*Your goal*
Where in the records does the word "points" appear? Copy each line that holds it.

[Saved entries]
Content starts
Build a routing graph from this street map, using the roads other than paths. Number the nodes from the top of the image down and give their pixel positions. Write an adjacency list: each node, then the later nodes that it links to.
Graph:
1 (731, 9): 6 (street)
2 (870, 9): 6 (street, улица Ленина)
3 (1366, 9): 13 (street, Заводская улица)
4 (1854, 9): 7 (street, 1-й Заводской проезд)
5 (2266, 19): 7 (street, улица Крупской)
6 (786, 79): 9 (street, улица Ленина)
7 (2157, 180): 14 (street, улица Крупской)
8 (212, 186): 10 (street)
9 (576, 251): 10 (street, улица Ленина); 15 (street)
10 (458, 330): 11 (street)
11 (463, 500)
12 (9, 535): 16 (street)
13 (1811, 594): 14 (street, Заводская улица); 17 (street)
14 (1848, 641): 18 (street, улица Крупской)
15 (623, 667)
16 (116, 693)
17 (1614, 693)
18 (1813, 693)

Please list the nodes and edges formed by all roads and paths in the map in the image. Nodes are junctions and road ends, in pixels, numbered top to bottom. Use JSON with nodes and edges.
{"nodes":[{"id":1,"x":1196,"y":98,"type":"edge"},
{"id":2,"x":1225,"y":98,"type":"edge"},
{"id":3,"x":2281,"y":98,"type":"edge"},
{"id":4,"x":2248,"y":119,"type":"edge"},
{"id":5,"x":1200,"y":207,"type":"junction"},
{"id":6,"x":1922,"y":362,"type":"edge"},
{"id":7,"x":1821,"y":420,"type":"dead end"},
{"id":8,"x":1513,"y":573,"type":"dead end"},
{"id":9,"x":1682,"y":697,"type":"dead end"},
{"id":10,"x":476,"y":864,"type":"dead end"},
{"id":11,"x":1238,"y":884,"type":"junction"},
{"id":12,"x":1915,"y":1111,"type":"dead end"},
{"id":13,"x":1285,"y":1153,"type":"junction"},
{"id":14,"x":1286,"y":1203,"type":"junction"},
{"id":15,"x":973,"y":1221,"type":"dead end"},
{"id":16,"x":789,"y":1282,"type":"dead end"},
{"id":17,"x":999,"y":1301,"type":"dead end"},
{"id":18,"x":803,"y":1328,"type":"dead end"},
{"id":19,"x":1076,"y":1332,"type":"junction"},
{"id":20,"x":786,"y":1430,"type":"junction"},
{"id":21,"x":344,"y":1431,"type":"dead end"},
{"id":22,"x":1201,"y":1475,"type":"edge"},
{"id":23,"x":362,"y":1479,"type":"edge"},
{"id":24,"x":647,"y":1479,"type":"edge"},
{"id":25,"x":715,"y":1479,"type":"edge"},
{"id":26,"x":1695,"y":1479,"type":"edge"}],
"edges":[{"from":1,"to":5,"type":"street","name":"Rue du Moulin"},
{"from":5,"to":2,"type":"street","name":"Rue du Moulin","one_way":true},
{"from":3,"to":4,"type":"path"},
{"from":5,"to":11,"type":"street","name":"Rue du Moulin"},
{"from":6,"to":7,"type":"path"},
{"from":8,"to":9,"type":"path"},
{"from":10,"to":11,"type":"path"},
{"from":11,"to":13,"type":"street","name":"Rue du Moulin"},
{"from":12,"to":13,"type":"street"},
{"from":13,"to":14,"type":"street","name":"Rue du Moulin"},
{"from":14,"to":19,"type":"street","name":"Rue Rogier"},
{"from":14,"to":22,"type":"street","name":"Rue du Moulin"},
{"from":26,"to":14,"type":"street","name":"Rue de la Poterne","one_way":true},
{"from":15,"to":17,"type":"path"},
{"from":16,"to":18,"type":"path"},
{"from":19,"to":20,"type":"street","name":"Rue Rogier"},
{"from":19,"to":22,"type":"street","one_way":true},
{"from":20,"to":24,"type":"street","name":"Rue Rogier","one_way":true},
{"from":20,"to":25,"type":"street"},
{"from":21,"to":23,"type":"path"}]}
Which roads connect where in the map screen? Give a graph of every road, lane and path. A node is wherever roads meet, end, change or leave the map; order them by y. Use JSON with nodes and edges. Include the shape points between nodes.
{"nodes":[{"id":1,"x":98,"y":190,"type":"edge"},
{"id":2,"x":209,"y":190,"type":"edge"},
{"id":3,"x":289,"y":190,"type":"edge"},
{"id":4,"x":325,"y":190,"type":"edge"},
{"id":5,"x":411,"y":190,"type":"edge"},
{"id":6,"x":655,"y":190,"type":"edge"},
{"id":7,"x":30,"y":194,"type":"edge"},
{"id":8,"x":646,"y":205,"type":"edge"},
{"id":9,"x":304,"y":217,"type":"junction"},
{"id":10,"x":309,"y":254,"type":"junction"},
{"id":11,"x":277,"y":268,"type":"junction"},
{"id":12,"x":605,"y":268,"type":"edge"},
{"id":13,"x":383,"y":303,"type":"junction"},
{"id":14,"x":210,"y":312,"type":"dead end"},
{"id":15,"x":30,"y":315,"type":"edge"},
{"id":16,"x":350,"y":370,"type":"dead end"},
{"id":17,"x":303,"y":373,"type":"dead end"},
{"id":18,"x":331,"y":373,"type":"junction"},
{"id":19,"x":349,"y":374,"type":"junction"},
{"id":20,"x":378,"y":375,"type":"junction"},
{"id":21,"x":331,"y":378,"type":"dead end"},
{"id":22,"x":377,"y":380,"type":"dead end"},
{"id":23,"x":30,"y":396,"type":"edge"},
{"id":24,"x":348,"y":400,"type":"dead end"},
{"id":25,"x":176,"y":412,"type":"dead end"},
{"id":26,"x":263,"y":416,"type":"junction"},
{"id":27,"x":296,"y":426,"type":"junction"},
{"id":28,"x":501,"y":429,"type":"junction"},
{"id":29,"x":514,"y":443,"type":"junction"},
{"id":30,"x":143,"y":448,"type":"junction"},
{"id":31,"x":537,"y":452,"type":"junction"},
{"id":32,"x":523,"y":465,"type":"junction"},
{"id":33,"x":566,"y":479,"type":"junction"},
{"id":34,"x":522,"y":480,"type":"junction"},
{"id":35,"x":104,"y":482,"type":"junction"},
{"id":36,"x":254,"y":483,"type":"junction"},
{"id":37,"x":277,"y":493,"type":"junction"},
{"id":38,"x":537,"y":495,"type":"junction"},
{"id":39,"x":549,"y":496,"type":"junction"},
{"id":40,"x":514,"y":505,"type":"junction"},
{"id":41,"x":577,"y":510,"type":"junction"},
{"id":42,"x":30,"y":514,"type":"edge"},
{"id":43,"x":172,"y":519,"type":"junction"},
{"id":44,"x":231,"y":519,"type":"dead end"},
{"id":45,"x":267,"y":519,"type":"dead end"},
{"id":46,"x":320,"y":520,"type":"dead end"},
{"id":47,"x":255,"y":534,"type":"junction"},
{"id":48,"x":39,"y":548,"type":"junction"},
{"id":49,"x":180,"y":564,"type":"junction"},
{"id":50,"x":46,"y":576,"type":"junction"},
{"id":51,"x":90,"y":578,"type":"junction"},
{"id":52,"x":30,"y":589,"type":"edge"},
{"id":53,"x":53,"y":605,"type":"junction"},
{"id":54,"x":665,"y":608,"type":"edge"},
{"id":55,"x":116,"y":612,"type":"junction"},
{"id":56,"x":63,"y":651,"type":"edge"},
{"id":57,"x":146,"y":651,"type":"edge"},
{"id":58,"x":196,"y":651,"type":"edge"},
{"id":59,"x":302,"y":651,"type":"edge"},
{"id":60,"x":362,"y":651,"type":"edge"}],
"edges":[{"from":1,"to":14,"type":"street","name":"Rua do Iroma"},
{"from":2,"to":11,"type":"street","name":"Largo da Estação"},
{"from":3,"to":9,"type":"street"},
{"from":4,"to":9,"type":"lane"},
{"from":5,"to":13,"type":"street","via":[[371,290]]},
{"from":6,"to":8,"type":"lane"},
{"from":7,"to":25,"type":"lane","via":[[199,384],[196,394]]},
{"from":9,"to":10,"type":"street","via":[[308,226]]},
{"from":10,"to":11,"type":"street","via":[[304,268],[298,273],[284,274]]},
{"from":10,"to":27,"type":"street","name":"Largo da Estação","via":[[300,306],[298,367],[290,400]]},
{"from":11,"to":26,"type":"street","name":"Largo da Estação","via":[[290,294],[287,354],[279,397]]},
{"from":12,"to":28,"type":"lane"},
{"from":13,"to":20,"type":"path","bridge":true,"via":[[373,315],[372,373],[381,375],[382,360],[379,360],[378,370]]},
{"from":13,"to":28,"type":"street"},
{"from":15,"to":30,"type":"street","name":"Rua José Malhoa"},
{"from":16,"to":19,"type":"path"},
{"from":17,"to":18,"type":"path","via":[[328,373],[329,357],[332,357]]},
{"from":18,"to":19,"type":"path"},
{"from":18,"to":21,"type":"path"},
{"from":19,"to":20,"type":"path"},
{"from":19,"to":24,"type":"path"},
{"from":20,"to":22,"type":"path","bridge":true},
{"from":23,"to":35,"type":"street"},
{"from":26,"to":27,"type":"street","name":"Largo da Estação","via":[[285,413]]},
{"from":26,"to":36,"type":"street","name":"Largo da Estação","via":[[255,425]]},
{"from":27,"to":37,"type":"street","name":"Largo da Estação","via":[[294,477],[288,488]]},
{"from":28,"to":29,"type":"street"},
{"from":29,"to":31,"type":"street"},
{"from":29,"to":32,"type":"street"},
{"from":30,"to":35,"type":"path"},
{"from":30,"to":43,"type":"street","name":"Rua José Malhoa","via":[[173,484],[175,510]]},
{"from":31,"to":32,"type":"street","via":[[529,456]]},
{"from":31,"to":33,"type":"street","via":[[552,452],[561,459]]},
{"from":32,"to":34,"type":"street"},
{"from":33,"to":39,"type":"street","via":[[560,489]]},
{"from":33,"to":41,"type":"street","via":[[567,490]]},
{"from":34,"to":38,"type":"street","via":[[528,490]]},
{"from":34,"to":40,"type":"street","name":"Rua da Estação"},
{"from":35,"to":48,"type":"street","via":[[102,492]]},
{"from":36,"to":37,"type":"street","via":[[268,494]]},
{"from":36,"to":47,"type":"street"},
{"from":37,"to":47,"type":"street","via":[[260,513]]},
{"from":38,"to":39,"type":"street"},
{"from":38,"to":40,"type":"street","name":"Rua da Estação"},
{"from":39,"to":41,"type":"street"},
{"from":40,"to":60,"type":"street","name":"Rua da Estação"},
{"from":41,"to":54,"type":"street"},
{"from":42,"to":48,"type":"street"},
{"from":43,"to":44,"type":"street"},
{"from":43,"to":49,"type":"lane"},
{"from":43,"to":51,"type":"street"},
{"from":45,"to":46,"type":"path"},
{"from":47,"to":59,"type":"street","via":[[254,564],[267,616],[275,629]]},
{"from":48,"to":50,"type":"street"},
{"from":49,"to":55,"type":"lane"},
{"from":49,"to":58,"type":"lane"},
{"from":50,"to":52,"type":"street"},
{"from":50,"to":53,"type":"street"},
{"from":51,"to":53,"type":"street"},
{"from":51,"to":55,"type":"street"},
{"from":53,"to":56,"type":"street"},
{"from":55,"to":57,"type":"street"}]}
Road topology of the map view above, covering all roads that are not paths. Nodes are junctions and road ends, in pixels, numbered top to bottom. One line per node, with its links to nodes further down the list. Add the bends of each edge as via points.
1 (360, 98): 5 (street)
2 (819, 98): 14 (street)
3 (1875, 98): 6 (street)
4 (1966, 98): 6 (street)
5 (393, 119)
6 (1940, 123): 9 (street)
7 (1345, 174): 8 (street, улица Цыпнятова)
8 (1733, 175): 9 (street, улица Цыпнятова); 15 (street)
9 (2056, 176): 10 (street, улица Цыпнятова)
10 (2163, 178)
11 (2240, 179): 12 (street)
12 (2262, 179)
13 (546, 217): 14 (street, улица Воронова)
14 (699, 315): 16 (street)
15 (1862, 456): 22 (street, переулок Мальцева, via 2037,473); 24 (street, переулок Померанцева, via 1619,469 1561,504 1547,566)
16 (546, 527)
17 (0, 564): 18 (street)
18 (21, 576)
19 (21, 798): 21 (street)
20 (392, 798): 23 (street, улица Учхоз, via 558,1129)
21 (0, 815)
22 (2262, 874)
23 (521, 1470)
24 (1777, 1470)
Content ends
*Written answer*
Which roads connect where in the map screen? Give a graph of every road, lane and path. A node is wherever roads meet, end, change or leave the map; order them by y. Use JSON with nodes and edges. Include the shape points between nodes.
Road topology of the map view above, covering all roads that are not paths. Nodes are junctions and road ends, in pixels, numbered top to bottom. One line per node, with its links to nodes further down the list. Add the bends of each edge as via points.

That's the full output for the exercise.